Daily newspaper in Hungary (1989–2005)

Mai Nap (/hu/, Today's Day) was a tabloid newspaper published daily in Budapest, Hungary. It began publishing early in the country's post-communist era. It was in circulation between 1989 and 2005.

==History and profile==
Mai Nap was the first newspaper published immediately following the collapse of the communism in Hungary. The paper was first published in February 1989 and the founders were three Hungarian journalists. It was a tabloid newspaper. During its initial period it included 24 to 32 pages and was published daily except for Saturdays.

The owner of Mai Nap was a state-owned bank.

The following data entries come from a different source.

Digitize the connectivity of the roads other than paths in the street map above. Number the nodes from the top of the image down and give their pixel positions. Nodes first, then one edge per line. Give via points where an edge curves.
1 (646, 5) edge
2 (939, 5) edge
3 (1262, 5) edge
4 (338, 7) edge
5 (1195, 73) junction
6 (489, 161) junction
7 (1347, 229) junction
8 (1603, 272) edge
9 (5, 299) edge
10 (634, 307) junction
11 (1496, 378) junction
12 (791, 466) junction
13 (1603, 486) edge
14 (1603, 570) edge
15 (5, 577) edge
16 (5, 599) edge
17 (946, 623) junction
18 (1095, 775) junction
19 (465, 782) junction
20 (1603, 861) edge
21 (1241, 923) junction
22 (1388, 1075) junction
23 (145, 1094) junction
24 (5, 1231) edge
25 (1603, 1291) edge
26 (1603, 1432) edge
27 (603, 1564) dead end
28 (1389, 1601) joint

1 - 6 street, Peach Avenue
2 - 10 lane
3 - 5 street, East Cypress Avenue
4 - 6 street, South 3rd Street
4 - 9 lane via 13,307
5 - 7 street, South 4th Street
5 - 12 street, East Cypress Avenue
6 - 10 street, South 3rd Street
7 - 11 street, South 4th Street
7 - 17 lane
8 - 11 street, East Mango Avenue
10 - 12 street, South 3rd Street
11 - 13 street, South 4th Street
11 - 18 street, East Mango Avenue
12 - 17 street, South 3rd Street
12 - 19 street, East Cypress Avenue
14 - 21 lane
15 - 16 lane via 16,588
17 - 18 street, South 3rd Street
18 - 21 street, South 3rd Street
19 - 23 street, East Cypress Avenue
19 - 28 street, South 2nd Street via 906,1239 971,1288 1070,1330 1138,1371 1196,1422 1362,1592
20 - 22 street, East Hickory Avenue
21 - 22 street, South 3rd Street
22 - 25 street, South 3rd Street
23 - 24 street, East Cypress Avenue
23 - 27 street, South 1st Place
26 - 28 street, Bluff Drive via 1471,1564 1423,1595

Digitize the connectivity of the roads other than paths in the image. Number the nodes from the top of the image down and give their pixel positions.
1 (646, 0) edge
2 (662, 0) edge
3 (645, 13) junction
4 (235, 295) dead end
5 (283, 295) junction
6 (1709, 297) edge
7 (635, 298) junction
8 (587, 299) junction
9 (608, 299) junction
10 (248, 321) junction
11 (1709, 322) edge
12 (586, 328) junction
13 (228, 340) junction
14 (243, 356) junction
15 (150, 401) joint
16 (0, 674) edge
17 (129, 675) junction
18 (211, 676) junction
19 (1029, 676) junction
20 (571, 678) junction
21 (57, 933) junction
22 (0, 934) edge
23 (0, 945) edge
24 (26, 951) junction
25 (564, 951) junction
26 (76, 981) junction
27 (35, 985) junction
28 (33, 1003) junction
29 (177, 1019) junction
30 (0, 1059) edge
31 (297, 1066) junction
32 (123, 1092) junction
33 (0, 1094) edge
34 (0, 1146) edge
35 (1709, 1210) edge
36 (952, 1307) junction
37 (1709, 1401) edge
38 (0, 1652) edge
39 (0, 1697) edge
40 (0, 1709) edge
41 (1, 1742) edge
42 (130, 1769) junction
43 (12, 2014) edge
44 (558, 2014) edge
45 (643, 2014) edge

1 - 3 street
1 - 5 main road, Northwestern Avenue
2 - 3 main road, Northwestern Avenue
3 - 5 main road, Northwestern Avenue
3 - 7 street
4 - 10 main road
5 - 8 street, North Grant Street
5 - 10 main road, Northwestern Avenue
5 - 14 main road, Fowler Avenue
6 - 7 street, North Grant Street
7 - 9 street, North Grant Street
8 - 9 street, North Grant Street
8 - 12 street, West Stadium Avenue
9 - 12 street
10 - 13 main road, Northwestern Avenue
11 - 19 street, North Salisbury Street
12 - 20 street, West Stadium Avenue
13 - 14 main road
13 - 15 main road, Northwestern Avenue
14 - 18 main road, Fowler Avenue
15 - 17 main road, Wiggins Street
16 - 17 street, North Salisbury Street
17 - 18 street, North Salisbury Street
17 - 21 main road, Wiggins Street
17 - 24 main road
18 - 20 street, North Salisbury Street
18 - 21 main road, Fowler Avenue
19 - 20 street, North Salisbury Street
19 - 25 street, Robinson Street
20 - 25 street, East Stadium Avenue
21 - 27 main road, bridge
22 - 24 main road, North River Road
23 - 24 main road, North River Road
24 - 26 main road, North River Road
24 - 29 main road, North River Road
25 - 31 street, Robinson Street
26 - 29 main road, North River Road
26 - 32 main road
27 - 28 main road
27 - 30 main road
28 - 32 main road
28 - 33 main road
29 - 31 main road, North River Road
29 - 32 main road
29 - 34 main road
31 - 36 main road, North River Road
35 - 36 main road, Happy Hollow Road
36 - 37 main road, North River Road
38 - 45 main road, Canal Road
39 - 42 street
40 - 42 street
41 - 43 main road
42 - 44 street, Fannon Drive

Rupert Murdoch acquired 50% of Mai Nap in January 1990, but sold it back in 1993 due to its low circulation levels. Then the paper was acquired by the Swiss company JMG Ost Press. At the beginning of the 2000s it was owned by the VNU group, a Dutch company, which also owned another Hungarian paper, Magyar Hirlap.

Marcell Murányi served as the editor-in-chief of Mai Nap. Although the paper was independent, its editorials were supportive of the right-wing political parties in the periods of 1994 general election and 1998 general election.

Mai Nap folded in June 2005 due to low circulation levels.

==Circulation==
In the 1990s, Mai Nap had highest circulation levels on Sundays. The paper sold 140,000 copies in January 1991 and 104,000 copies in July 1992. The circulation of the paper was 85,000 copies in March 1993. The paper had a circulation of 79,000 copies and had 396,000 readers in 1998. The 2003 circulation of the paper was 66,000 copies.